Miss Cleo, whose real name was Youree Dell Harris, though she went by several aliases, had been diagnosed with colon cancer. The cancer spread to her liver and lungs, and the Los Angeles-born self-described psychic and shaman ultimately lost her battle to the disease and died surrounded by family and friends.
Just to jog your memory, here’s a video clip of Miss Cleo putting on a pitch-perfect Jamaican accent and delivering her no-BS advice to a heartbroken woman. Her “call me now” alone made a lot of us pick up the phone before promptly putting it down when we realized our parents would kill us when they got that phone bill at the end of the month.
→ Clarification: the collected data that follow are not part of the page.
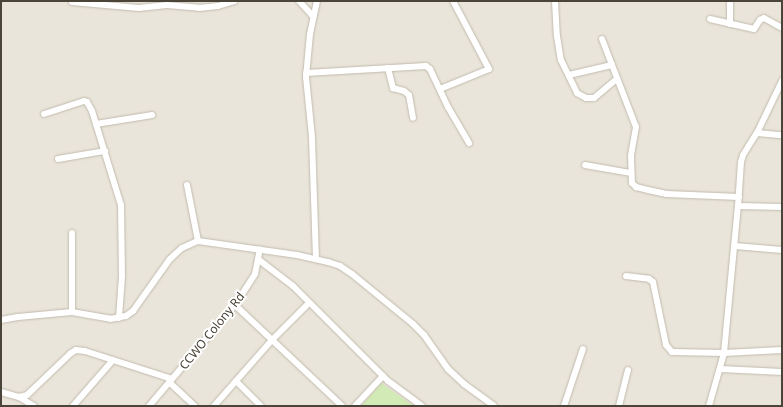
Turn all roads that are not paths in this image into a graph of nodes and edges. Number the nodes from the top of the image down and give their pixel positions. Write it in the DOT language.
graph roads {
  1 [pos="234,1"];
  2 [pos="299,1"];
  3 [pos="317,1"];
  4 [pos="453,1"];
  5 [pos="555,1"];
  6 [pos="730,1"];
  7 [pos="72,2"];
  8 [pos="110,3"];
  9 [pos="313,16"];
  10 [pos="710,19"];
  11 [pos="730,24"];
  12 [pos="782,28"];
  13 [pos="602,39"];
  14 [pos="612,65"];
  15 [pos="388,68"];
  16 [pos="306,73"];
  17 [pos="569,75"];
  18 [pos="617,79"];
  19 [pos="782,81"];
  20 [pos="440,89"];
  21 [pos="780,92"];
  22 [pos="44,114"];
  23 [pos="152,115"];
  24 [pos="413,118"];
  25 [pos="96,124"];
  26 [pos="757,133"];
  27 [pos="782,135"];
  28 [pos="469,143"];
  29 [pos="105,151"];
  30 [pos="58,159"];
  31 [pos="585,165"];
  32 [pos="631,173"];
  33 [pos="186,185"];
  34 [pos="739,198"];
  35 [pos="738,206"];
  36 [pos="782,207"];
  37 [pos="72,233"];
  38 [pos="198,241"];
  39 [pos="735,246"];
  40 [pos="260,249"];
  41 [pos="782,250"];
  42 [pos="316,259"];
  43 [pos="259,260"];
  44 [pos="626,276"];
  45 [pos="309,303"];
  46 [pos="235,305"];
  47 [pos="72,312"];
  48 [pos="119,318"];
  49 [pos="1,320"];
  50 [pos="272,340"];
  51 [pos="583,349"];
  52 [pos="782,350"];
  53 [pos="724,353"];
  54 [pos="113,360"];
  55 [pos="721,369"];
  56 [pos="628,370"];
  57 [pos="782,372"];
  58 [pos="383,376"];
  59 [pos="171,381"];
  60 [pos="236,381"];
  61 [pos="1,392"];
  62 [pos="19,397"];
  63 [pos="34,406"];
  64 [pos="73,406"];
  65 [pos="149,406"];
  66 [pos="195,406"];
  67 [pos="214,406"];
  68 [pos="261,406"];
  69 [pos="342,406"];
  70 [pos="355,406"];
  71 [pos="422,406"];
  72 [pos="494,406"];
  73 [pos="564,406"];
  74 [pos="618,406"];
  75 [pos="709,406"];
  1 -- 8 [label="street"];
  2 -- 9 [label="street"];
  3 -- 9 [label="street"];
  4 -- 20 [label="street"];
  5 -- 17 [label="street"];
  6 -- 11 [label="street"];
  7 -- 8 [label="street"];
  9 -- 16 [label="street"];
  10 -- 11 [label="street"];
  11 -- 12 [label="street"];
  13 -- 14 [label="street"];
  14 -- 17 [label="street"];
  14 -- 18 [label="street"];
  15 -- 16 [label="street"];
  15 -- 20 [label="street"];
  15 -- 24 [label="street"];
  16 -- 42 [label="street"];
  17 -- 18 [label="street"];
  18 -- 32 [label="street"];
  19 -- 21 [label="street"];
  20 -- 28 [label="street"];
  21 -- 26 [label="street"];
  22 -- 25 [label="street"];
  23 -- 25 [label="street"];
  25 -- 29 [label="street"];
  26 -- 27 [label="street"];
  26 -- 34 [label="street"];
  29 -- 30 [label="street"];
  29 -- 48 [label="street"];
  31 -- 32 [label="street"];
  32 -- 34 [label="street"];
  33 -- 38 [label="street"];
  34 -- 35 [label="street"];
  35 -- 36 [label="street"];
  35 -- 39 [label="street"];
  37 -- 47 [label="street"];
  38 -- 40 [label="street"];
  38 -- 48 [label="street"];
  39 -- 41 [label="street"];
  39 -- 53 [label="street"];
  40 -- 42 [label="street"];
  40 -- 43 [label="street, CCWO Colony Rd"];
  42 -- 72 [label="street"];
  43 -- 45 [label="street"];
  43 -- 46 [label="street, CCWO Colony Rd"];
  44 -- 53 [label="street"];
  45 -- 50 [label="street"];
  45 -- 58 [label="street"];
  46 -- 50 [label="street"];
  46 -- 59 [label="street, CCWO Colony Rd"];
  47 -- 48 [label="street"];
  47 -- 49 [label="street"];
  50 -- 60 [label="street"];
  50 -- 69 [label="street"];
  51 -- 73 [label="street"];
  52 -- 53 [label="street"];
  53 -- 55 [label="street"];
  54 -- 59 [label="street"];
  54 -- 62 [label="street"];
  54 -- 64 [label="street"];
  55 -- 57 [label="street"];
  55 -- 75 [label="street"];
  56 -- 74 [label="street"];
  58 -- 70 [label="street"];
  58 -- 71 [label="street"];
  59 -- 65 [label="street, CCWO Colony Rd"];
  59 -- 66 [label="street"];
  60 -- 67 [label="street"];
  60 -- 68 [label="street"];
  61 -- 62 [label="street"];
  62 -- 63 [label="street"];
}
It needs to be said that Miss Cleo died from one of the most common forms of cancer that black women battle. Colon and rectum cancers affect 4.7 percent of black women and 2.1 percent (1 in 47) died from this type of cancer from 2010 through 2012. This is a higher percentage than for non-Hispanic whites, and it’s the third deadliest form of cancer for black women — with breast cancer killing 3.3 percent of women and lung and bronchus cancer responsible for the deaths of 42 percent of women.
There are several lifestyle factors that are connected to colon cancer, including eating a diet high in red meats and processed foods, being overweight, smoking and not getting enough exercise. Age also affects risk — after age 50, your chances of developing the disease increase. Other risk factors include a history of inflammatory bowel disease or colorectal polyps and a family history of colon cancer or adenomatous polyps. Unfortunately, the reasons black women have the highest rates of colon cancer and mortality rates for the disease are still a mystery to the medical community.
But there’s a bright side. Regular screenings, before any symptoms are detected, can help diagnose colorectal cancer early enough for it to be successfully treated. Some of the tests used to screen for this type of cancer include a stool DNA test, a CT scan of the colon and rectum and a colonoscopy, which the U.S. Preventive Services Task Force recommends all patients begin at age 50 and continue until age 75.
Our thoughts go out to Miss Cleo’s family and loved ones. We hope her untimely death serves as a reminder to make health and early screenings a priority.